If Context7 is not connected, make sure you launched Claude Code from the project directory (where .mcp.json is located).
Step 4: Start Building
Navigate to your project directory in the terminal and launch your AI tool:
cd /path/to/your/project
claude
Claude will detect the MCP configuration and offer to use the EdenSpark tools. Confirm to proceed.
Now describe your game. A good starting prompt looks like this:
Create a variation of Flow Free game. Here's a description of the gameplay:
<paste gameplay description here>
Tip
For describing gameplay, copy-pasting a Wikipedia article about the game you want to recreate works surprisingly well. The AI gets a clear picture of the mechanics, rules, and win conditions.
Step 5: Design Before You Code
Don’t jump straight into code. Ask the agent to produce a Game Design Document (GDD) first — a short document describing the core loop, controls, win/lose conditions, game objects, and visual style.
Take a moment to review it:
Does the core loop match what you had in mind?
Are the controls right?
Is the scope realistic for a first version?
Ask the agent to adjust anything that’s off — “change the controls to mouse only”, “remove the timer, make it endless”, “look up more reference games for the scoring system”. You can go back and forth a few times until the GDD feels right.
Once you confirm the design, the agent switches to implementation.
Step 6: Watch It Build
The agent will:
Look up relevant APIs via Context7
Inspect the current scene in the editor
Write Daslang code, save it, and watch the editor hot-reload
Check compilation status — if there are errors, it reads and fixes them
Take a screenshot to verify the result
Simulate input to playtest the game loop
Iterate until the game works
You can keep iterating from there: “make the ball faster”, “add a score counter”, “change the background color” — the agent modifies the code and verifies each change in real time.
Tips
Keep the editor running. The MCP server lives inside the editor process. If you close the editor, the AI loses its connection to the scene.
One editor instance at a time. Multiple editors will fight over the MCP port.

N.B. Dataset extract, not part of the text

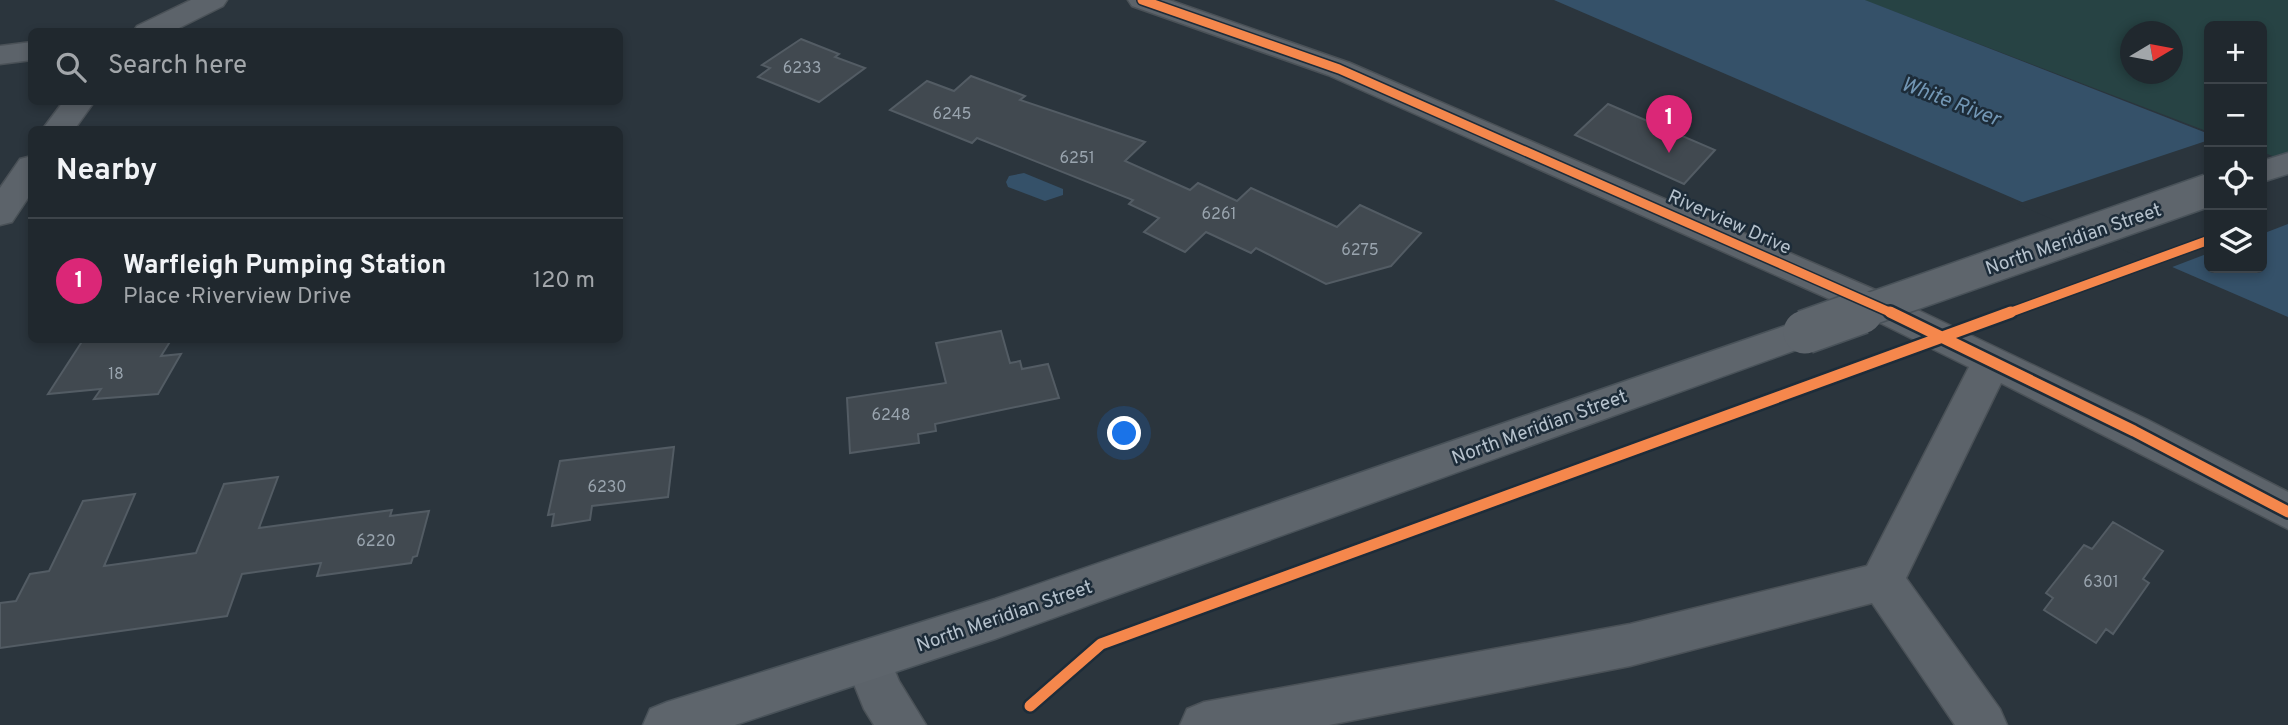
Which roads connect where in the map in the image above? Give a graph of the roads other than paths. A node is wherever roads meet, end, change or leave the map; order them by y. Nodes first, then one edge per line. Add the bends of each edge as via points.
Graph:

Stick to one.
Be specific in your prompts. “Make a platformer” is vague — “Make a single-screen platformer where the player jumps between platforms to collect coins, with a 60-second timer” gives the AI much more to work with.
Iterate in small steps. Rather than describing the entire game upfront, build it feature by feature. Get the core loop working first, then add scoring, then add menus.
Samples as learning material. You can tell the agent to study the bundled sample projects for reference — it will look at working code and apply the same patterns. Be aware that reading sample sources consumes tokens, so point the agent at specific samples rather than asking it to read all of them.